Thanks a lot for you time for reading my question.

Guangxuan-Xiao commented 6 days ago

Hi, thank you for your interest in our work and for the questions.

Obtaining these patterns is quite efficient. All of our experiments are conducted on a single 8xA100 80GB GPU node and are completed within 4 hours.
No, we freeze all model weights and only train the gate values. This ensures that the identification process does not affect the model's other general capabilities.

nicolefinnie commented 6 days ago

Thanks a lot @Guangxuan-Xiao for your quick response. So for a 7B model it takes 4 hours on one A100 server, it seems quite applicable, and sorry for not looking into the implementation details yet, but for a bigger model size, would the gate values stay the same size (like 32 rows)? I wonder if this solution would scale up, when the model size goes up, since the computation for forward pass would be substantially high?

Guangxuan-Xiao commented 6 days ago

We tested on 70B models. Please take a look at our paper for results.

nicolefinnie commented 6 days ago

We tested on 70B models. Please take a look at our paper for results.

Thank you, I couldn't find the training time of gate values for 70B and didn't find gate values of 70B from the repo, but if you needed the whole A100 node to train the gate values with frozen model parameters,I think 4 hours training time was referred to the 70 B model. Thanks a lot for pointing out.

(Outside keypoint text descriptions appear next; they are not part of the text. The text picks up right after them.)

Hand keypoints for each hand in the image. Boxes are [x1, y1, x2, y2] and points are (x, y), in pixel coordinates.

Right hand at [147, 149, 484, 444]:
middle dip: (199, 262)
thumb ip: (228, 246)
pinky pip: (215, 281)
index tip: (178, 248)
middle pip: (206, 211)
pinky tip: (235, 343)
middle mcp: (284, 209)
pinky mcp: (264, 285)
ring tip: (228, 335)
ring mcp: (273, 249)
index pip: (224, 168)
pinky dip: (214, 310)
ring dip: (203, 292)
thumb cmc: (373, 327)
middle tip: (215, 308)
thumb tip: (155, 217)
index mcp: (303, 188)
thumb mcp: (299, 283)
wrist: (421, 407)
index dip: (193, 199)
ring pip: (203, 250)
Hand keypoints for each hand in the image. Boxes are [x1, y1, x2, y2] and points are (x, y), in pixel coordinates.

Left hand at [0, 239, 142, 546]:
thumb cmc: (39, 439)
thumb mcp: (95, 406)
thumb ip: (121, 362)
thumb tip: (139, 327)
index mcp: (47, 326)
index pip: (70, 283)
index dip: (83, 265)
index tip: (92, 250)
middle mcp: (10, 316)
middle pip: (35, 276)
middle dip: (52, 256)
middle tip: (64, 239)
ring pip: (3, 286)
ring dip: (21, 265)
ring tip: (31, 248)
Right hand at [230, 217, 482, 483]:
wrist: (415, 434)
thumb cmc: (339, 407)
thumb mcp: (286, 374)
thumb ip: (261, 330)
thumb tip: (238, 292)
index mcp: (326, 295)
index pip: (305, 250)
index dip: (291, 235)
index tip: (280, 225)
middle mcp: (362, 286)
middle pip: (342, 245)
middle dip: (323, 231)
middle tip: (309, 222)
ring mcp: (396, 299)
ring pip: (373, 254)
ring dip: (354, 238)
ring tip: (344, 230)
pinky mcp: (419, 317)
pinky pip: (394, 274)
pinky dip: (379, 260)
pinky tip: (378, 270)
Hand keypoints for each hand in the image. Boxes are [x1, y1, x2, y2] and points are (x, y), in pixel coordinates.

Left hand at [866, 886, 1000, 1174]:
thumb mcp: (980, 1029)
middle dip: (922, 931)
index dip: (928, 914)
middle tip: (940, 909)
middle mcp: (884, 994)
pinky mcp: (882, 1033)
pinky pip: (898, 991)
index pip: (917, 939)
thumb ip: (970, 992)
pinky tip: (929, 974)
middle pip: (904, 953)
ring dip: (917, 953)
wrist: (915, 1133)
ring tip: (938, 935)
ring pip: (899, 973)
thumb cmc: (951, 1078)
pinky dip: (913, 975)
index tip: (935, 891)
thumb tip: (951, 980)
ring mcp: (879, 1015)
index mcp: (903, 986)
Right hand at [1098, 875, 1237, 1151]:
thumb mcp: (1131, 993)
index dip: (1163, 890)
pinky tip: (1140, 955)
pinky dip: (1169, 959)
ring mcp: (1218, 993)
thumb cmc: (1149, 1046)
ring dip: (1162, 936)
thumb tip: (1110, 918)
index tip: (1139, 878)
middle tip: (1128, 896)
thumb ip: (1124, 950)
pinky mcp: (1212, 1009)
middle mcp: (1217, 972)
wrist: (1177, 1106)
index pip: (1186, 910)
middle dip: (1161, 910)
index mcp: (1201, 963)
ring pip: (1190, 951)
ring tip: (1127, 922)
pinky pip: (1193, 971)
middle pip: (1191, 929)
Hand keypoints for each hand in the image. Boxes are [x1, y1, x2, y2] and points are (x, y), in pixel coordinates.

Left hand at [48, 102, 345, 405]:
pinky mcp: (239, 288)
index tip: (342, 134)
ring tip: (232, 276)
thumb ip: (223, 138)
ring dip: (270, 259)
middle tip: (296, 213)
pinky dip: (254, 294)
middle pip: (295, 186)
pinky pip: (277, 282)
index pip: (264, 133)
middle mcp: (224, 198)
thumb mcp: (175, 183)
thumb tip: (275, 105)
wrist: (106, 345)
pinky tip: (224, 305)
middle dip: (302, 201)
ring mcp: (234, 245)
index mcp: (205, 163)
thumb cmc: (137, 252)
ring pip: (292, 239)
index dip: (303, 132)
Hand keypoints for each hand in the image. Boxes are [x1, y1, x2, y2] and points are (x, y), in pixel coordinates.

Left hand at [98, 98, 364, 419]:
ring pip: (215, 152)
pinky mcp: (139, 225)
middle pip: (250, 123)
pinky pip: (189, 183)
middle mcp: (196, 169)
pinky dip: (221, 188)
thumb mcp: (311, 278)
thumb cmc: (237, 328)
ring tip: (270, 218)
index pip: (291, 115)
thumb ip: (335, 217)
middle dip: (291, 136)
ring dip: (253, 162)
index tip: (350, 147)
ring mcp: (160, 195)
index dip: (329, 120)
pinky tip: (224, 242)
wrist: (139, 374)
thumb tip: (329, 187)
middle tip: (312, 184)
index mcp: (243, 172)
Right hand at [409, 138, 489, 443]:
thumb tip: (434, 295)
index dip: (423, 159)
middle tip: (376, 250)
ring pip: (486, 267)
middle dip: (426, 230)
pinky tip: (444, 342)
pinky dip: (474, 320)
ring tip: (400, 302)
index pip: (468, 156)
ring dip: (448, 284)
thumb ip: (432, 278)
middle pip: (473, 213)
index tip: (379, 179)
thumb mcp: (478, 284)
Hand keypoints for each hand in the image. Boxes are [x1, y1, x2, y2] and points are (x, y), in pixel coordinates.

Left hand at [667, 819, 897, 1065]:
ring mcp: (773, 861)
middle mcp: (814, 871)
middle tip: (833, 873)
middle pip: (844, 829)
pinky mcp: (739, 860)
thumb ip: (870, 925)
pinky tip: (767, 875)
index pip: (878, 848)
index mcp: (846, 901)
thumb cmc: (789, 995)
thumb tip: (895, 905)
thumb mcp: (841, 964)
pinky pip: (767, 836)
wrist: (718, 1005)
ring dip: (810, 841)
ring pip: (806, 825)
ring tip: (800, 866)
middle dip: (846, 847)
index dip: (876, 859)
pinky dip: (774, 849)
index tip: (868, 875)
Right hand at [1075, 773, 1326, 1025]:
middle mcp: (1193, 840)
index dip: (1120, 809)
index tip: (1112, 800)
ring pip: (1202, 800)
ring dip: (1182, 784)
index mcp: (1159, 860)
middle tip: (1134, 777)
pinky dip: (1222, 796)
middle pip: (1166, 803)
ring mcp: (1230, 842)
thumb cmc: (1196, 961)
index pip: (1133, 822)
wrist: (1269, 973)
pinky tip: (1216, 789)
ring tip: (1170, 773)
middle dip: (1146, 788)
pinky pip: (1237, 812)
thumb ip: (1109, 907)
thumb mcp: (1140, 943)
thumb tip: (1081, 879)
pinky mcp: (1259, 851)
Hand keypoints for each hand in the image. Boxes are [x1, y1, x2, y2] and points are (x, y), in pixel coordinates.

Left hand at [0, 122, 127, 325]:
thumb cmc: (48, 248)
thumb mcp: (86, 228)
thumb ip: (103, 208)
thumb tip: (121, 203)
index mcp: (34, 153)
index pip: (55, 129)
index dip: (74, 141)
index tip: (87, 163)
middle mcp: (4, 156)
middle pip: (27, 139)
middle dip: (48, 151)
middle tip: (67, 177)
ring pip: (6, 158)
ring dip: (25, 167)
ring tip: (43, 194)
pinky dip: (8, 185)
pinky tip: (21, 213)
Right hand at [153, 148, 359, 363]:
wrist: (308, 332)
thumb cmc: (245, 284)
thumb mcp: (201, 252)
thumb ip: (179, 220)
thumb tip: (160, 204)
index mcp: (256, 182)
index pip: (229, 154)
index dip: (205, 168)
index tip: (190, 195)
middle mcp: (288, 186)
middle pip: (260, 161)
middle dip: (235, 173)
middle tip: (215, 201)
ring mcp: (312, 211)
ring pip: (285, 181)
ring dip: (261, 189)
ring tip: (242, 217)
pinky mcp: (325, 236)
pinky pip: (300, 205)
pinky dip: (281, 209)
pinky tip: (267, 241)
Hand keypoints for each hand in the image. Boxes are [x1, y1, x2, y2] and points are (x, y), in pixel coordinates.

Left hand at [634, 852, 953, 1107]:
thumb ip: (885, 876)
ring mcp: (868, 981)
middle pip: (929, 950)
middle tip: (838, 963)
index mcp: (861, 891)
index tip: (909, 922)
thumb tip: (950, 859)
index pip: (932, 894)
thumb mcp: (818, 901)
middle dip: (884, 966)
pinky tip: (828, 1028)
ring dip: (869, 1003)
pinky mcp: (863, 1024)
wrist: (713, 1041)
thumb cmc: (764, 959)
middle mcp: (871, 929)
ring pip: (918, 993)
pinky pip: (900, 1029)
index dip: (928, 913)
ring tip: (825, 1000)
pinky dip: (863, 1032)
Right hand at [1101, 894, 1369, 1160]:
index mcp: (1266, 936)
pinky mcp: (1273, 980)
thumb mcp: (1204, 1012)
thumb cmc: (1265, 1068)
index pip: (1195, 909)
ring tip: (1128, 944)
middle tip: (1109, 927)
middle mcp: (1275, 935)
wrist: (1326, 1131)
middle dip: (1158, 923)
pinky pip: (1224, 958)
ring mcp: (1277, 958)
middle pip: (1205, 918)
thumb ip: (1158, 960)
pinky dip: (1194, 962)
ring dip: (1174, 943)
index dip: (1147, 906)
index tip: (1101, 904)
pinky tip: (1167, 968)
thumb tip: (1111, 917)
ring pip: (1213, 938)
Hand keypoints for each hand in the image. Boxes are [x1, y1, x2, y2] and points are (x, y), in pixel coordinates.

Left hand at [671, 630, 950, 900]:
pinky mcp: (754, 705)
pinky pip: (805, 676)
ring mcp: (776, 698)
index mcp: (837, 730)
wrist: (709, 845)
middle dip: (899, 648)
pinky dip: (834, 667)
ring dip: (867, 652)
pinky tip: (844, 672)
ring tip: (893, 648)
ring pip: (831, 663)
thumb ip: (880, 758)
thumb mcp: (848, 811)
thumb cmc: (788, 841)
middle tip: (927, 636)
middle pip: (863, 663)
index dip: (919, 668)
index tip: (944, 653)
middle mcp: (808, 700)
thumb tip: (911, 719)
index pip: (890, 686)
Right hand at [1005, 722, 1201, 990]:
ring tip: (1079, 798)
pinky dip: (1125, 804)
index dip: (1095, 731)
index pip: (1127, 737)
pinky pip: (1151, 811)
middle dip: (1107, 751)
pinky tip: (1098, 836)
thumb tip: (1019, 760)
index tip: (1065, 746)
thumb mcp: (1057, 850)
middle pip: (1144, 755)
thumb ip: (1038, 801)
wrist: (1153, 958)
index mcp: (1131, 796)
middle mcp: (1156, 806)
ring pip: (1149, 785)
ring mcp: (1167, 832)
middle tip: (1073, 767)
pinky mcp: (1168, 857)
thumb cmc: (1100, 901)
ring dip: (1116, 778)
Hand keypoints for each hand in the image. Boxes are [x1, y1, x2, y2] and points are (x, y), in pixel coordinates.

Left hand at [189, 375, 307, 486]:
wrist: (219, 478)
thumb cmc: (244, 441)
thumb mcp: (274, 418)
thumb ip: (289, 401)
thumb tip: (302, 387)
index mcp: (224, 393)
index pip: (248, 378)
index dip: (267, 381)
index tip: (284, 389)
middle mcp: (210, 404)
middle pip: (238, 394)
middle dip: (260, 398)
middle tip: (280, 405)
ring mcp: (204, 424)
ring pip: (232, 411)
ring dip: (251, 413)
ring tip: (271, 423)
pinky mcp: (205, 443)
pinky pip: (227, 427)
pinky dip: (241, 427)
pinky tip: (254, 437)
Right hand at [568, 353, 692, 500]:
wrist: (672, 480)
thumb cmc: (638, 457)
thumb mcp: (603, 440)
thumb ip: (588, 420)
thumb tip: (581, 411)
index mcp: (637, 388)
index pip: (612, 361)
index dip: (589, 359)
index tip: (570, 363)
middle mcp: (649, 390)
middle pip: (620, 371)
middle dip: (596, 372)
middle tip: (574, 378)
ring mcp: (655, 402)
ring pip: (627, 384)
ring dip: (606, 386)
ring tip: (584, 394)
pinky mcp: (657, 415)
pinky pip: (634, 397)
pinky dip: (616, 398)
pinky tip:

The fundamental finding of attention sinks was a hit, and this new idea still combines both attention sinks and retrieval heads, really cool.

Btw, I noticed the citation on the page 7 referred to the original Adam optimizer. However, AdamW is published by Ilya Loshchilov and Prof. Frank Hutter, just a side note in hope that they can get one more citation from a cool paper. ;)

Guangxuan-Xiao commented 6 days ago

Thanks! We will add it in the next revision.